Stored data

▶

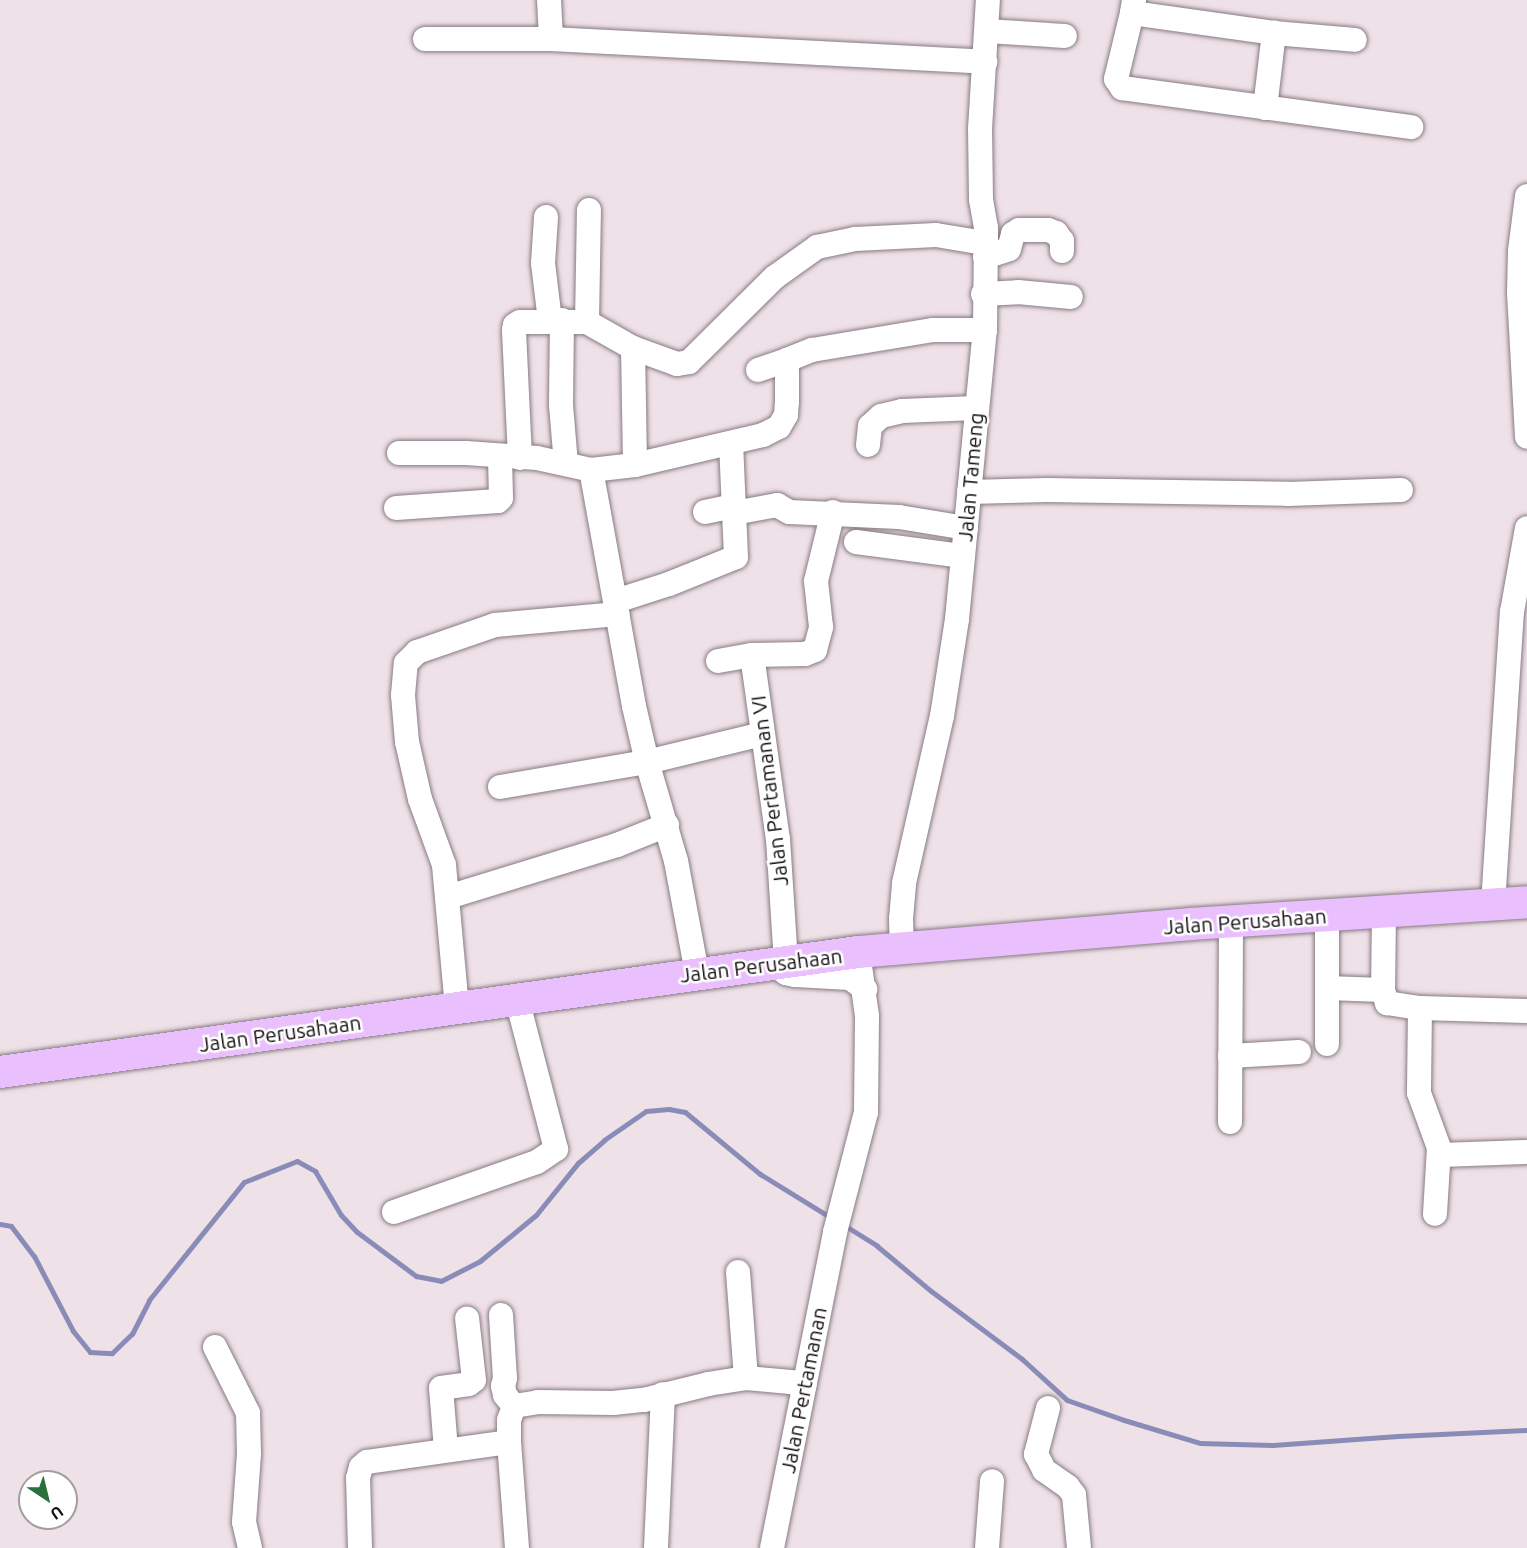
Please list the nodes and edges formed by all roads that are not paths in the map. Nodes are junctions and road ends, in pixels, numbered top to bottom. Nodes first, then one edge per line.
1 (549, 0) edge
2 (988, 0) edge
3 (1133, 7) edge
4 (987, 31) junction
5 (1274, 33) junction
6 (1065, 36) dead end
7 (425, 39) dead end
8 (552, 39) junction
9 (1355, 40) dead end
10 (985, 62) junction
11 (1265, 108) junction
12 (1411, 127) dead end
13 (1527, 196) edge
14 (589, 210) dead end
15 (546, 217) dead end
16 (985, 250) junction
17 (1062, 251) dead end
18 (983, 294) junction
19 (1071, 297) dead end
20 (556, 321) junction
21 (587, 322) junction
22 (985, 330) junction
23 (633, 348) junction
24 (787, 360) junction
25 (758, 370) dead end
26 (975, 408) junction
27 (1527, 437) edge
28 (731, 443) junction
29 (868, 445) dead end
30 (399, 453) dead end
31 (510, 458) junction
32 (566, 464) junction
33 (635, 465) junction
34 (591, 470) junction
35 (1401, 490) dead end
36 (969, 492) junction
37 (396, 508) dead end
38 (734, 510) junction
39 (705, 512) dead end
40 (833, 512) junction
41 (966, 528) junction
42 (1527, 528) edge
43 (856, 542) dead end
44 (963, 556) junction
45 (1524, 563) edge
46 (617, 607) junction
47 (752, 655) junction
48 (718, 661) dead end
49 (762, 734) junction
50 (647, 762) junction
51 (500, 787) dead end
52 (667, 825) junction
53 (448, 897) junction
54 (1527, 902) edge
55 (1493, 904) junction
56 (1384, 912) junction
57 (1327, 915) junction
58 (1231, 922) junction
59 (902, 948) junction
60 (858, 952) junction
61 (779, 963) junction
62 (697, 973) junction
63 (1327, 988) junction
64 (865, 989) junction
65 (1383, 990) junction
66 (517, 999) junction
67 (457, 1008) junction
68 (1420, 1008) junction
69 (1527, 1011) edge
70 (1327, 1044) dead end
71 (1299, 1052) dead end
72 (1230, 1056) junction
73 (0, 1072) edge
74 (1230, 1122) dead end
75 (1527, 1152) edge
76 (1439, 1155) junction
77 (394, 1212) dead end
78 (1435, 1214) dead end
79 (738, 1272) dead end
80 (501, 1315) dead end
81 (467, 1318) dead end
82 (215, 1347) dead end
83 (746, 1378) junction
84 (804, 1386) junction
85 (663, 1395) junction
86 (514, 1406) junction
87 (1048, 1408) dead end
88 (509, 1442) junction
89 (446, 1450) junction
90 (992, 1481) dead end
91 (250, 1548) edge
92 (360, 1548) edge
93 (517, 1548) edge
94 (656, 1548) edge
95 (772, 1548) edge
96 (987, 1548) edge
97 (1079, 1548) edge

1 - 8 street
2 - 4 street, Jalan Tameng
3 - 5 street
3 - 11 street
4 - 6 street
4 - 10 street, Jalan Tameng
5 - 9 street
5 - 11 street
7 - 8 street
8 - 10 street
10 - 16 street, Jalan Tameng
11 - 12 street
13 - 27 street
14 - 21 street
15 - 20 street
16 - 17 street
16 - 18 street, Jalan Tameng
16 - 23 street
18 - 19 street
18 - 22 street, Jalan Tameng
20 - 21 street
20 - 31 street
20 - 32 street
21 - 23 street
22 - 24 street
22 - 26 street, Jalan Tameng
23 - 33 street
24 - 25 street
24 - 28 street
26 - 29 street
26 - 36 street, Jalan Tameng
28 - 33 street
28 - 38 street
30 - 31 street
31 - 32 street
31 - 37 street
32 - 34 street
33 - 34 street
34 - 46 street
35 - 36 street
36 - 41 street, Jalan Tameng
38 - 39 street
38 - 40 street
38 - 46 street
40 - 41 street
40 - 47 street
41 - 44 street, Jalan Tameng
42 - 45 street
43 - 44 street
44 - 59 street, Jalan Tameng
45 - 55 street
46 - 50 street
46 - 53 street
47 - 48 street
47 - 49 street, Jalan Pertamanan VI
49 - 50 street
49 - 61 street, Jalan Pertamanan VI
50 - 51 street
50 - 52 street
52 - 53 street
52 - 62 street
53 - 67 street
54 - 55 main road, Jalan Perusahaan
55 - 56 main road, Jalan Perusahaan
56 - 57 main road, Jalan Perusahaan
56 - 65 street
57 - 58 main road, Jalan Perusahaan
57 - 63 street
58 - 59 main road, Jalan Perusahaan
58 - 72 street
59 - 60 main road, Jalan Perusahaan
60 - 61 main road, Jalan Perusahaan
60 - 64 street, Jalan Pertamanan
61 - 62 main road, Jalan Perusahaan
61 - 64 street
62 - 66 main road, Jalan Perusahaan
63 - 65 street
63 - 70 street
64 - 84 street, Jalan Pertamanan
65 - 68 street
66 - 67 main road, Jalan Perusahaan
66 - 77 street
67 - 73 main road, Jalan Perusahaan
68 - 69 street
68 - 76 street
71 - 72 street
72 - 74 street
75 - 76 street
76 - 78 street
79 - 83 street
80 - 86 street
81 - 89 street
82 - 91 street
83 - 84 street
83 - 85 street
84 - 95 street, Jalan Pertamanan
85 - 86 street
85 - 94 street
86 - 88 street
87 - 97 street
88 - 89 street
88 - 93 street
89 - 92 street
90 - 96 street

◀

* [Task goal]: A complete answer reproduces every line of the records in which the word "Tameng" occurs.

* [Solution to this problem]:
2 - 4 street, Jalan Tameng
4 - 10 street, Jalan Tameng
10 - 16 street, Jalan Tameng
16 - 18 street, Jalan Tameng
18 - 22 street, Jalan Tameng
22 - 26 street, Jalan Tameng
26 - 36 street, Jalan Tameng
36 - 41 street, Jalan Tameng
41 - 44 street, Jalan Tameng
44 - 59 street, Jalan Tameng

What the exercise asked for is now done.